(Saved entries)

********

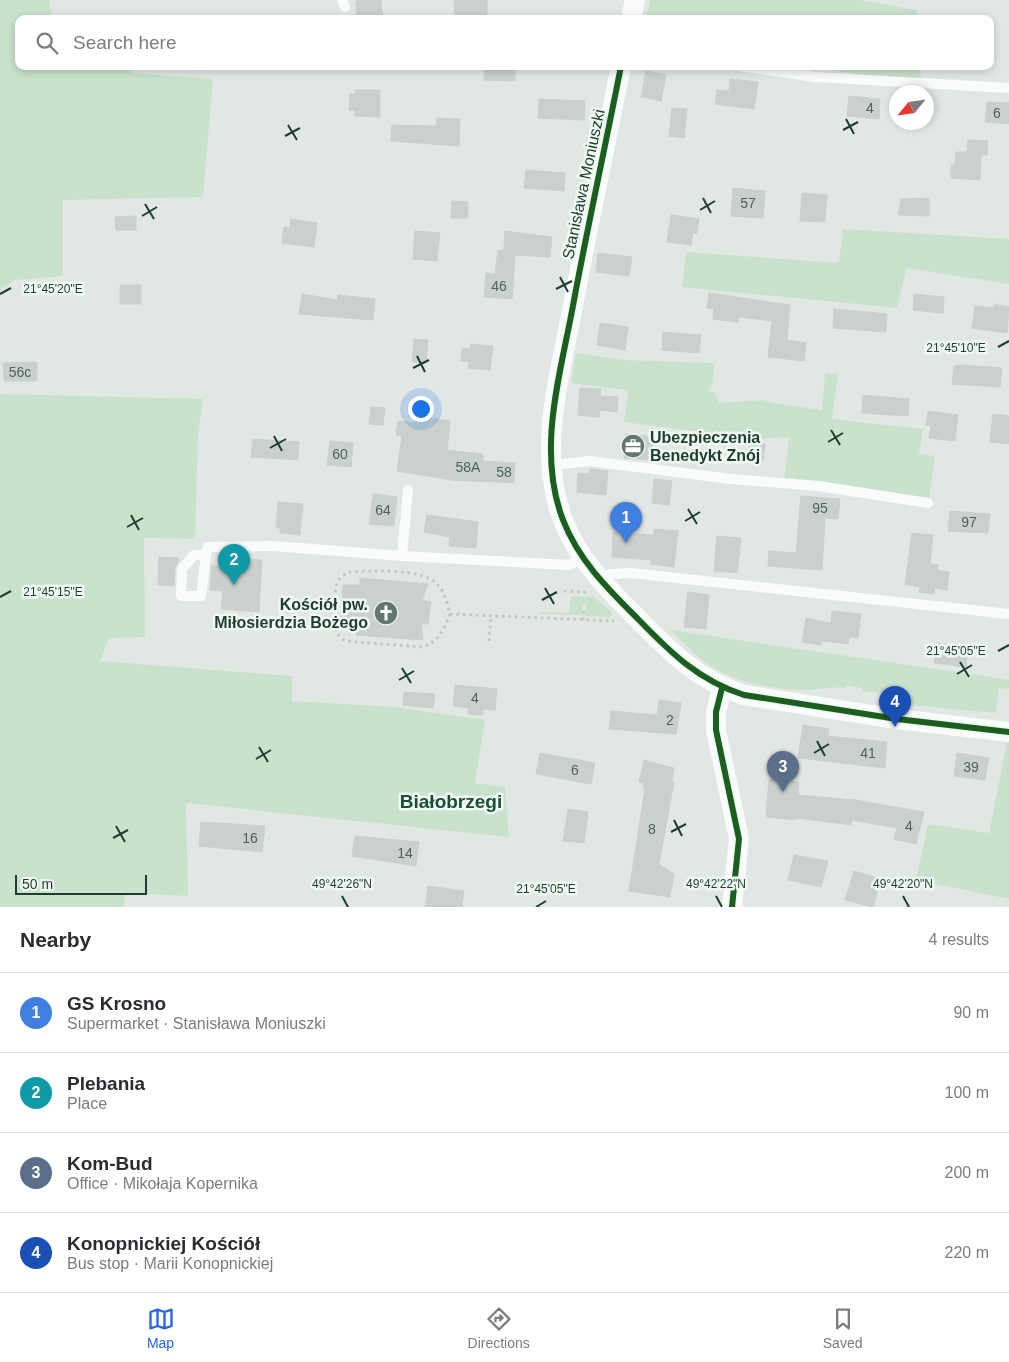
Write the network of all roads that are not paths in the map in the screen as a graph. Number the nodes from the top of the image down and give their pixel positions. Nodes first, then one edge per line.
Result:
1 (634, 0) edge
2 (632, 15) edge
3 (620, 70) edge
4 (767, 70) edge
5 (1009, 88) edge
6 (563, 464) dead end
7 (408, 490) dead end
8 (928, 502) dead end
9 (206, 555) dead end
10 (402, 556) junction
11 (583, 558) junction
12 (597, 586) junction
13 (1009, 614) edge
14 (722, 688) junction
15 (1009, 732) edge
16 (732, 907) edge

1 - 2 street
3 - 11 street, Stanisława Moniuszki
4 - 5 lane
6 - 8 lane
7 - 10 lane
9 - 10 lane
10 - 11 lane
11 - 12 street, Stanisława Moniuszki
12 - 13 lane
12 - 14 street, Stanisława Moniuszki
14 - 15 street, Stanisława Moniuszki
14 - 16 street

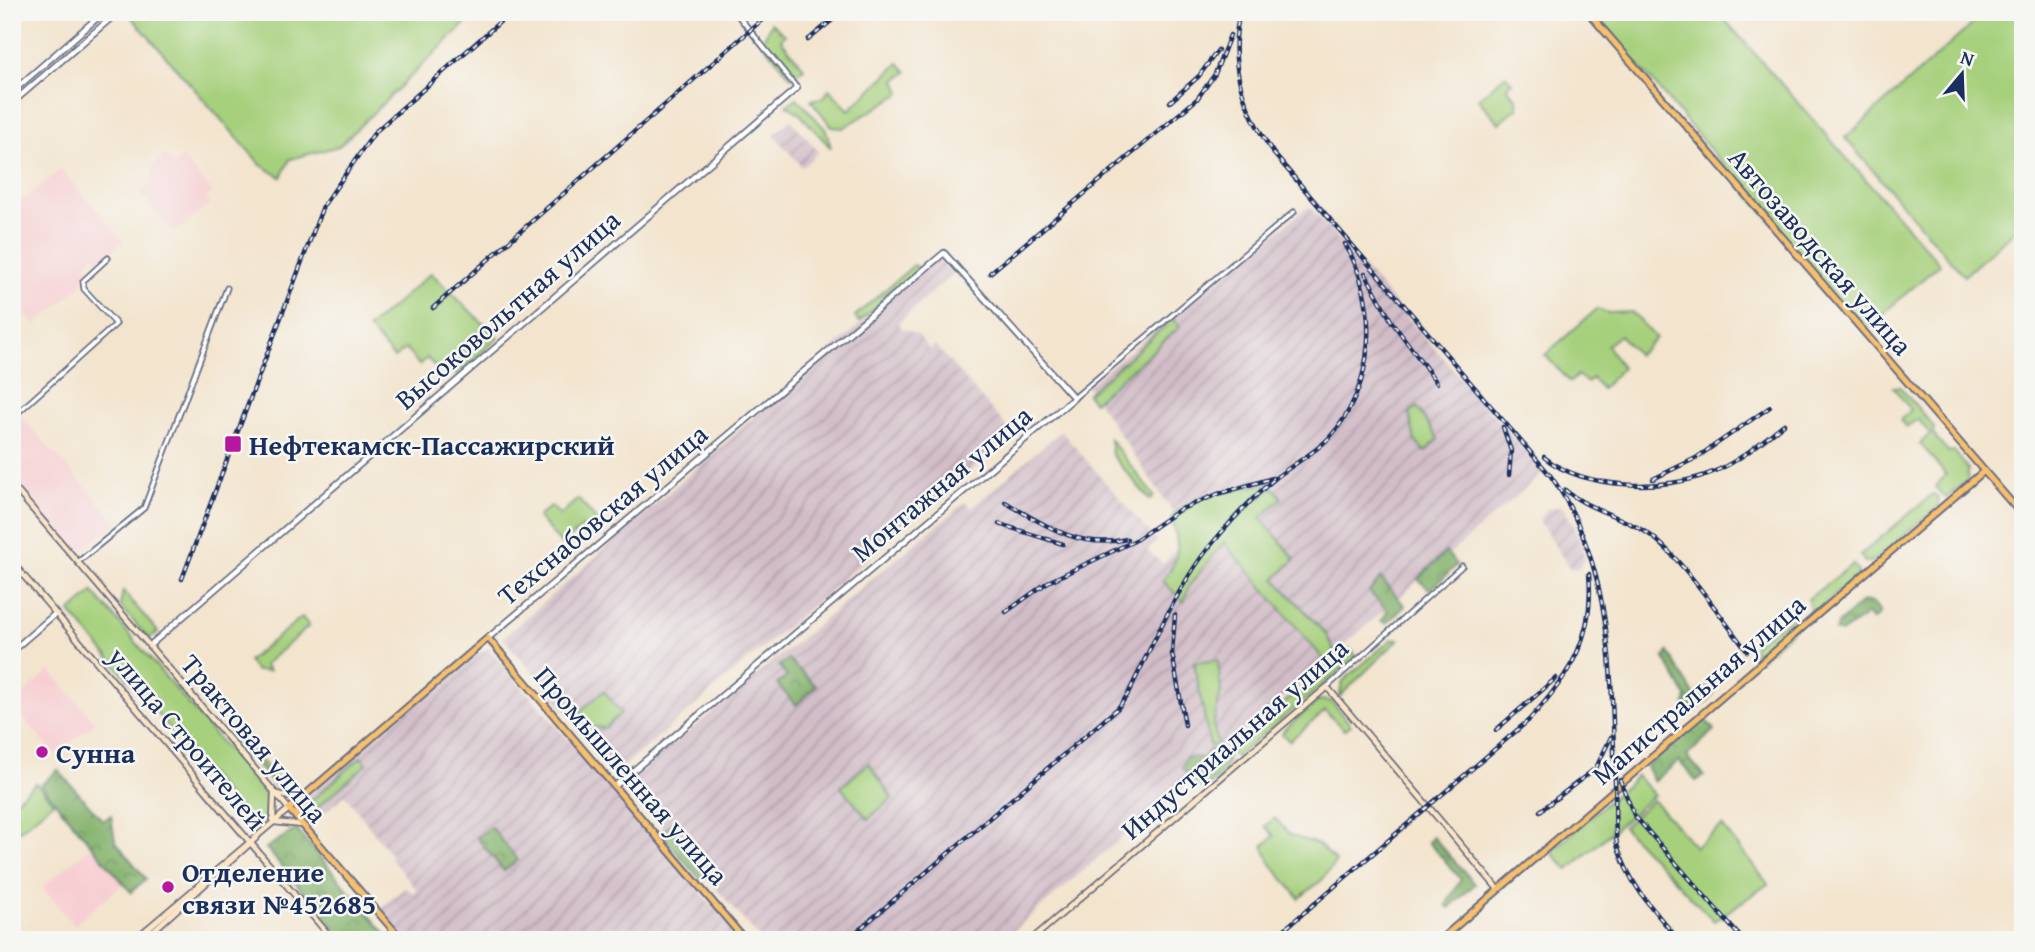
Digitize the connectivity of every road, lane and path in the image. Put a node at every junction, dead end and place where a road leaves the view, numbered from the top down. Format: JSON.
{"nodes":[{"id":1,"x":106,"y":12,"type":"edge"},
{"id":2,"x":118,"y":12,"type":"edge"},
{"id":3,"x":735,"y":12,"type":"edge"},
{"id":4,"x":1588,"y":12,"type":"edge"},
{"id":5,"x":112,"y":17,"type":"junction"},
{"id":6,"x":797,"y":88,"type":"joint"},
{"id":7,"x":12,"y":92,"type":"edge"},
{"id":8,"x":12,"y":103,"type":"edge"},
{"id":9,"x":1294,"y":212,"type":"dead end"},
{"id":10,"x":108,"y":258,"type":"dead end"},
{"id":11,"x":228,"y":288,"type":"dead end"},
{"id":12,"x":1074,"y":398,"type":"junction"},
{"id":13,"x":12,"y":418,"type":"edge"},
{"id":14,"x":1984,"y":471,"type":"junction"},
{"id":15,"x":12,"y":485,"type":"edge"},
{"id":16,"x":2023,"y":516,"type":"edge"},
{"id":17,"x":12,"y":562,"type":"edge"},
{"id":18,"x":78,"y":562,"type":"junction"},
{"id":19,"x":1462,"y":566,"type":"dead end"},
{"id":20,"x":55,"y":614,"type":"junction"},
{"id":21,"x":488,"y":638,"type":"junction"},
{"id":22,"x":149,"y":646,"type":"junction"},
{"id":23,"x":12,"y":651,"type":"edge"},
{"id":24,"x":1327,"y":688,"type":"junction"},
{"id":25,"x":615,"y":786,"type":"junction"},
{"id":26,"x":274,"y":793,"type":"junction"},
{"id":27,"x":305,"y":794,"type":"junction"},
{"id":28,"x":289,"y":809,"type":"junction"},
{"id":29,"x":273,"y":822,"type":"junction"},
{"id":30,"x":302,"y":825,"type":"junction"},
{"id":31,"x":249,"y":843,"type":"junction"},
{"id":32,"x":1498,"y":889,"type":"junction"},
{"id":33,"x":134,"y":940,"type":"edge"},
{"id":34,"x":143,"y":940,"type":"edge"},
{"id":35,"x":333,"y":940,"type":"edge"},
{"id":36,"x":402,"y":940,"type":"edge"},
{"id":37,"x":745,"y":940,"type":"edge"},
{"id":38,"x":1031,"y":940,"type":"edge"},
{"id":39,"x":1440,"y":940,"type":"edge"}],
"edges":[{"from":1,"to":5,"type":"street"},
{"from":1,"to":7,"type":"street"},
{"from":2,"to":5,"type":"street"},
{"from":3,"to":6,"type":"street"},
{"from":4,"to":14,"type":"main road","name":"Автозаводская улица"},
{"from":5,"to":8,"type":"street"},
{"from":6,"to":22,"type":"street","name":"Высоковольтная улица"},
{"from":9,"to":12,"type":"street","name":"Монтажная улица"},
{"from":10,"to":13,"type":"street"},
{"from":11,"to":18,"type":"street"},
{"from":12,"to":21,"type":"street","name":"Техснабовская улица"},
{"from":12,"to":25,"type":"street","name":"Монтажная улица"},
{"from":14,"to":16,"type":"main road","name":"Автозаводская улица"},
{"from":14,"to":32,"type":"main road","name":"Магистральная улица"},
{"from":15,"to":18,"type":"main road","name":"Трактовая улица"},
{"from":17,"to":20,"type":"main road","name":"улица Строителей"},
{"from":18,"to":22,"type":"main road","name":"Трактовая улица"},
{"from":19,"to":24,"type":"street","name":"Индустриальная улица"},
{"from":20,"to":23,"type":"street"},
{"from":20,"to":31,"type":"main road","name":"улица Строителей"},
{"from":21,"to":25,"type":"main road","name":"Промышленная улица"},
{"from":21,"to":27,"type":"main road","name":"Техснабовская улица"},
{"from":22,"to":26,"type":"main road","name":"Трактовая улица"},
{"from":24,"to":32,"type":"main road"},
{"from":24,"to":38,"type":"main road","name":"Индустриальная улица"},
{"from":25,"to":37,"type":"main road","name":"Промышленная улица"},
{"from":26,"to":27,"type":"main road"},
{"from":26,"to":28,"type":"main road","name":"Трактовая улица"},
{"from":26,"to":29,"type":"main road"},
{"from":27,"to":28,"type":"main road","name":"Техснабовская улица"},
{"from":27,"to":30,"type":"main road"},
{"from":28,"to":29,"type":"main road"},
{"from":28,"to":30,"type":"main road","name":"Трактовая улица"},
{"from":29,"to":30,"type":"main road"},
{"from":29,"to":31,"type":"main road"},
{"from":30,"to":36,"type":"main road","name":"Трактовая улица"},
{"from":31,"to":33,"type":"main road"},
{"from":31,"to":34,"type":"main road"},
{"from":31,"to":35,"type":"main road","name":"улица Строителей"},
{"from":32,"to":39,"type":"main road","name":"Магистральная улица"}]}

********

[ABOUT THIS TASK]: Wherever a line in the entries above holds "Индустриальная", copy that line.

[EXERCISE OUTPUT]:
{"from":19,"to":24,"type":"street","name":"Индустриальная улица"},
{"from":24,"to":38,"type":"main road","name":"Индустриальная улица"},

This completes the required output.